[Start of section]
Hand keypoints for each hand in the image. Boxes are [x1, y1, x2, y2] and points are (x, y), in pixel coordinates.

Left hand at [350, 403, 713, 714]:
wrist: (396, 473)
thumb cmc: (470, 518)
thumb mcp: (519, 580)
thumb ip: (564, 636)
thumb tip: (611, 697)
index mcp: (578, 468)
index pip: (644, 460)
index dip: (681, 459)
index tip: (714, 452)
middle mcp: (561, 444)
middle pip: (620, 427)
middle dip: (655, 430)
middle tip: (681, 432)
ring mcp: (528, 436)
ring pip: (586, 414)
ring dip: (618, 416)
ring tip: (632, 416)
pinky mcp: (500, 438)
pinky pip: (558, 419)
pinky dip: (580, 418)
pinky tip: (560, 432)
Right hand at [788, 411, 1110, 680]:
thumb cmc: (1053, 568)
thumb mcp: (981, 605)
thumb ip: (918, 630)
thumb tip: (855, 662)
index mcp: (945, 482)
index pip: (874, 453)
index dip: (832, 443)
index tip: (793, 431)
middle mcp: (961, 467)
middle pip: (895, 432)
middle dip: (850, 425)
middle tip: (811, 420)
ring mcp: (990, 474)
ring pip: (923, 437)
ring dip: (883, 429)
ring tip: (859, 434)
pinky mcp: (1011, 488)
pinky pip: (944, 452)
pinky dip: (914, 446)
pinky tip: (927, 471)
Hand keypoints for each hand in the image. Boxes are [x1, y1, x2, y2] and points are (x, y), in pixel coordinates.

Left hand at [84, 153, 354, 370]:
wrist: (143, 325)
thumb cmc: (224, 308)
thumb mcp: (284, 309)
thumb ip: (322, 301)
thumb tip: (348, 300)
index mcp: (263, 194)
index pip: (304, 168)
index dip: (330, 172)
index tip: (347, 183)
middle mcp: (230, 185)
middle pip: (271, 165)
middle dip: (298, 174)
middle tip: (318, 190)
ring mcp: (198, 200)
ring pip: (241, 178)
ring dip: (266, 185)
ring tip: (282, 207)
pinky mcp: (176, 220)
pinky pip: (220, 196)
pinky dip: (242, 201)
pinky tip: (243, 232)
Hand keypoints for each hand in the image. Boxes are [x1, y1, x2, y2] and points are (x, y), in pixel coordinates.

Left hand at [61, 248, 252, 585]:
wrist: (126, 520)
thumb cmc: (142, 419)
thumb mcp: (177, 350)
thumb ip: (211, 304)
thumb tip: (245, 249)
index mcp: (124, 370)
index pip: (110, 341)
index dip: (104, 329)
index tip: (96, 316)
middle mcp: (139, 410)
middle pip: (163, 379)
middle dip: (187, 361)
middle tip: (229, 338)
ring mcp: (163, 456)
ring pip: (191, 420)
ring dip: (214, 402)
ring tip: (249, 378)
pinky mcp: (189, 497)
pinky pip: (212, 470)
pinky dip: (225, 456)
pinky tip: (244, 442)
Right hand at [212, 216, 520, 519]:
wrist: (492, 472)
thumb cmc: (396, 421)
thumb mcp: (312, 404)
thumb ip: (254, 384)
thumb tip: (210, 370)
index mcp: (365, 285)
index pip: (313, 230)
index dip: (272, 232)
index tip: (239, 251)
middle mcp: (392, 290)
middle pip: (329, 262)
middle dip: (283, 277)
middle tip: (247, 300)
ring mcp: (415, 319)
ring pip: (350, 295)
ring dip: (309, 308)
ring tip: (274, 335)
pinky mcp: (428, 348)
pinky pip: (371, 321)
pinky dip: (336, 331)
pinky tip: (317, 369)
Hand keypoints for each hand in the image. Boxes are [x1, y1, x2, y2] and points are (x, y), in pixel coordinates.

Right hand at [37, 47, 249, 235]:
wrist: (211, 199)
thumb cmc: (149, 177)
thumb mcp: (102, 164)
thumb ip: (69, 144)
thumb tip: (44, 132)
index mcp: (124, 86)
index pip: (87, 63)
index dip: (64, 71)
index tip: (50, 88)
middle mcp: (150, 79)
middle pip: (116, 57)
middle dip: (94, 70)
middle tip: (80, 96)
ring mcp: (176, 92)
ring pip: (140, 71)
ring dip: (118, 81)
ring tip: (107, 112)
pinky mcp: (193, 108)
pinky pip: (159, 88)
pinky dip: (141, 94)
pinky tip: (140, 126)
[End of section]
[Start of section]
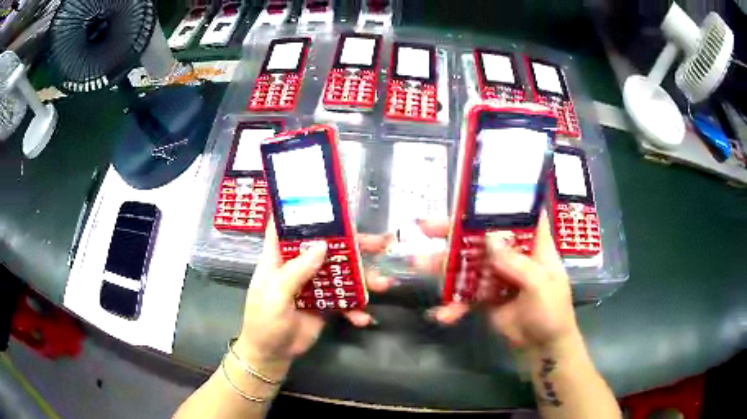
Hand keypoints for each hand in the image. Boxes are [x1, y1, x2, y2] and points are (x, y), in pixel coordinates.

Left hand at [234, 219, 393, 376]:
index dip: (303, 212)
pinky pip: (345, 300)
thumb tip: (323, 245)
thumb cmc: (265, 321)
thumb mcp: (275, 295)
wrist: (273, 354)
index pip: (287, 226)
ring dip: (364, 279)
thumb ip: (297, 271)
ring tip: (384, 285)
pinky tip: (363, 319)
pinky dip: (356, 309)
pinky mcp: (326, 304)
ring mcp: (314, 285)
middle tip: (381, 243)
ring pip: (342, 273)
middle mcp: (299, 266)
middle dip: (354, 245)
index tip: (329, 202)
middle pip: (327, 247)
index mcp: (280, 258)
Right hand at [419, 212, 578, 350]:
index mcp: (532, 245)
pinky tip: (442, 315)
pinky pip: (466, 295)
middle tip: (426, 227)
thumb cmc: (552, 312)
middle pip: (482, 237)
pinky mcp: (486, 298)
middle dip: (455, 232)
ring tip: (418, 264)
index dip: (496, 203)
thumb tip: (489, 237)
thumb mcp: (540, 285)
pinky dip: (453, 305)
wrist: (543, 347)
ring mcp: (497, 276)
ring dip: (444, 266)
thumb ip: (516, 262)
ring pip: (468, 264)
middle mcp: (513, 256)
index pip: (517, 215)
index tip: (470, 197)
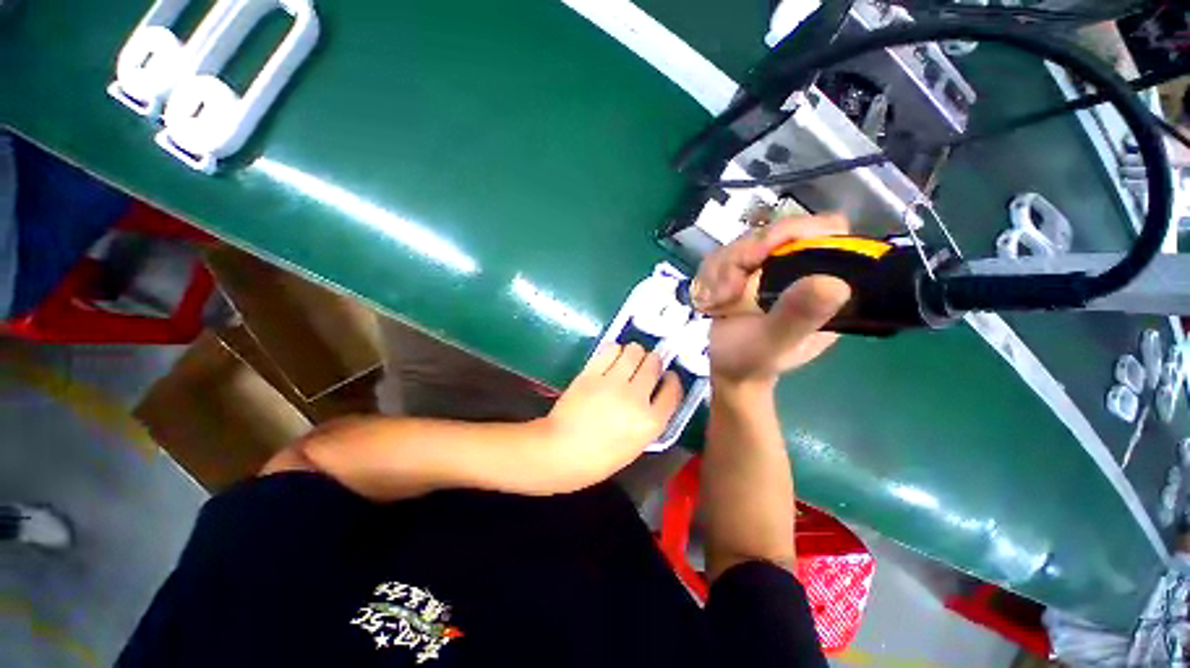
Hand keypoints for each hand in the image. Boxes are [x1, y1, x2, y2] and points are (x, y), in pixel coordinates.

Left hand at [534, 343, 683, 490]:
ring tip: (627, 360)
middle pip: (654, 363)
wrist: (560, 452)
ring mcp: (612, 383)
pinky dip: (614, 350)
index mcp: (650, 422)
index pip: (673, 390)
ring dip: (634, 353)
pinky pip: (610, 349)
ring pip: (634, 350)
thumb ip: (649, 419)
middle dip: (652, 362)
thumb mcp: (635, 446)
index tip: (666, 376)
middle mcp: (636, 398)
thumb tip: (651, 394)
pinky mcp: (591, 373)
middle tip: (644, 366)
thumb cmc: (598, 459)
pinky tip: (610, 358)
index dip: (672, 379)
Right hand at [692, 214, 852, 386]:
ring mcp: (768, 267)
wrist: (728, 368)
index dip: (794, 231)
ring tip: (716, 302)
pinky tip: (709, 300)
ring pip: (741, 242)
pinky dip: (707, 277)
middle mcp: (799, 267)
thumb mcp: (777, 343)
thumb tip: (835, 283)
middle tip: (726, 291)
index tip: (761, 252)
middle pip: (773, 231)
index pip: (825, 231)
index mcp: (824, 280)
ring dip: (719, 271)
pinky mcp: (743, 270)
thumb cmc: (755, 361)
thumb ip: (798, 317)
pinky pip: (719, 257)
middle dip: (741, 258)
[End of section]
[Start of section]
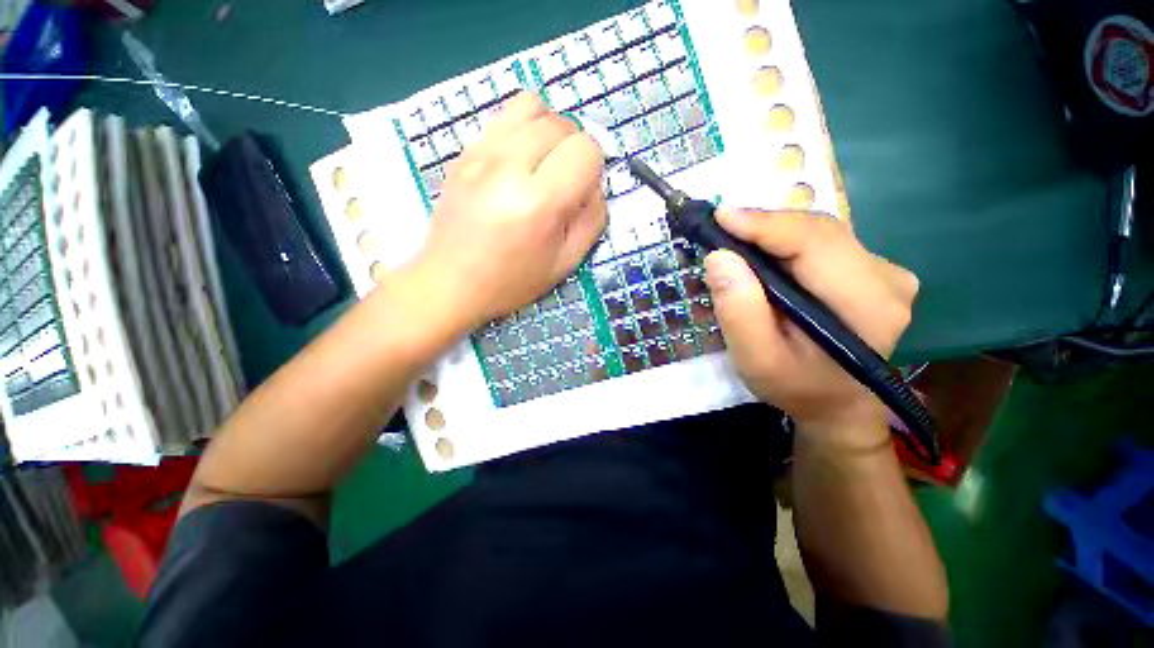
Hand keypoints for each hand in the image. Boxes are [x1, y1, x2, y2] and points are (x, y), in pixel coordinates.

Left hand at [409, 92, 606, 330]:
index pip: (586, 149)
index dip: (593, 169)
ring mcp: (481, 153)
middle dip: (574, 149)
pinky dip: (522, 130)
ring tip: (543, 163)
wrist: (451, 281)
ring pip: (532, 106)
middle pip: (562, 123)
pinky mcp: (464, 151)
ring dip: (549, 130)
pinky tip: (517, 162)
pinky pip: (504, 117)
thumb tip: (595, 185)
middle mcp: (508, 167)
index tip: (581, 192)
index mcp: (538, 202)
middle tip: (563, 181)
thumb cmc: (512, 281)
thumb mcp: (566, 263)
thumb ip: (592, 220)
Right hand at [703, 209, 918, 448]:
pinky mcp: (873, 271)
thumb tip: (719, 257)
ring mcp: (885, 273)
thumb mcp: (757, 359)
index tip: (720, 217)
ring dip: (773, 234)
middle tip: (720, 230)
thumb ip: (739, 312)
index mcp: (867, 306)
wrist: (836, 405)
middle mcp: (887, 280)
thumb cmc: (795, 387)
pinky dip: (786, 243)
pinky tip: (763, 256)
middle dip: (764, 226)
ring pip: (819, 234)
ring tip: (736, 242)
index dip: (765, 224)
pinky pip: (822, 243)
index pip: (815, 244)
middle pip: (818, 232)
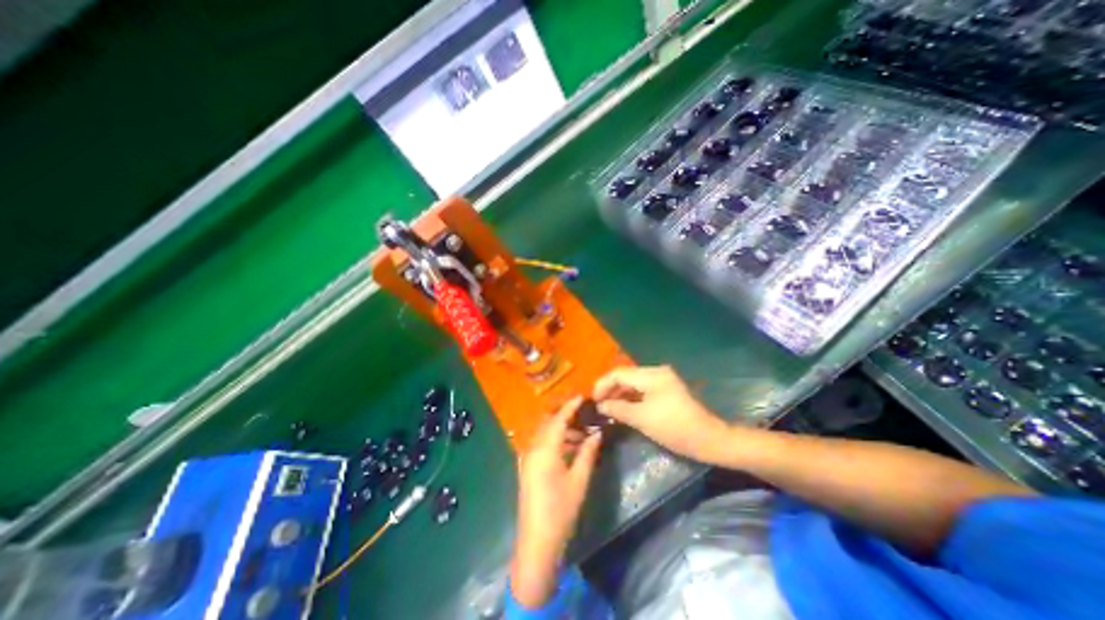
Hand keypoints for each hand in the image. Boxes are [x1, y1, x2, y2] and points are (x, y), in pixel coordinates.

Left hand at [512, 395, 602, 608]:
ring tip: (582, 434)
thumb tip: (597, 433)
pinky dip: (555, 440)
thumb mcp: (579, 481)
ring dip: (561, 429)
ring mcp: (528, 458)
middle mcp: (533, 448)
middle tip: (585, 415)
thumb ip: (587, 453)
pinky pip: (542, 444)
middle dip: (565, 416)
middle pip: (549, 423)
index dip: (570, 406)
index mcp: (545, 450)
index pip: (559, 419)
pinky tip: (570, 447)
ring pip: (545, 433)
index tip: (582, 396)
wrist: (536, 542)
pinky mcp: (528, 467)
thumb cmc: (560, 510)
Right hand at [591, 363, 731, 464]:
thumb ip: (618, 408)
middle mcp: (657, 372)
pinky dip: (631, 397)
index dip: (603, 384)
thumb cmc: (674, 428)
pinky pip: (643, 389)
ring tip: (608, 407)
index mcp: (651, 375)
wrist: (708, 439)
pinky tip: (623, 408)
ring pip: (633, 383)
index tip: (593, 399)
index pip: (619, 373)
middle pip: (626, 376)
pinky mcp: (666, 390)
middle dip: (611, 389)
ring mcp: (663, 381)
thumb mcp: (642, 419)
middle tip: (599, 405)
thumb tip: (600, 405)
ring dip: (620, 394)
[End of section]
Problem requirements
Count the lines above that contain the word "Left". Write only the number.

The answer
7